:: ABOUT THIS EXERCISE ::
Will you write out all the entries below exactly?

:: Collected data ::
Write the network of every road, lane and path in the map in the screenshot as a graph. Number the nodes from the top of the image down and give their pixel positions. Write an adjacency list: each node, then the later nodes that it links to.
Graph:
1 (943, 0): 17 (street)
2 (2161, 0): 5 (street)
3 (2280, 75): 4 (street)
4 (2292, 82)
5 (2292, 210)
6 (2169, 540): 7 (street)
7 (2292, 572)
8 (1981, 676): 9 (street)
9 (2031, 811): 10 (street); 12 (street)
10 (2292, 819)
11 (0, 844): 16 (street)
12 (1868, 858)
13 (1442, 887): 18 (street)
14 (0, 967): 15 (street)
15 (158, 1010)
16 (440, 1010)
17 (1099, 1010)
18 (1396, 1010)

:: RESULT OF THIS TASK ::
Write the network of every road, lane and path in the map in the screenshot as a graph. Number the nodes from the top of the image down and give their pixel positions. Write an adjacency list: each node, then the later nodes that it links to.
Graph:
1 (943, 0): 17 (street)
2 (2161, 0): 5 (street)
3 (2280, 75): 4 (street)
4 (2292, 82)
5 (2292, 210)
6 (2169, 540): 7 (street)
7 (2292, 572)
8 (1981, 676): 9 (street)
9 (2031, 811): 10 (street); 12 (street)
10 (2292, 819)
11 (0, 844): 16 (street)
12 (1868, 858)
13 (1442, 887): 18 (street)
14 (0, 967): 15 (street)
15 (158, 1010)
16 (440, 1010)
17 (1099, 1010)
18 (1396, 1010)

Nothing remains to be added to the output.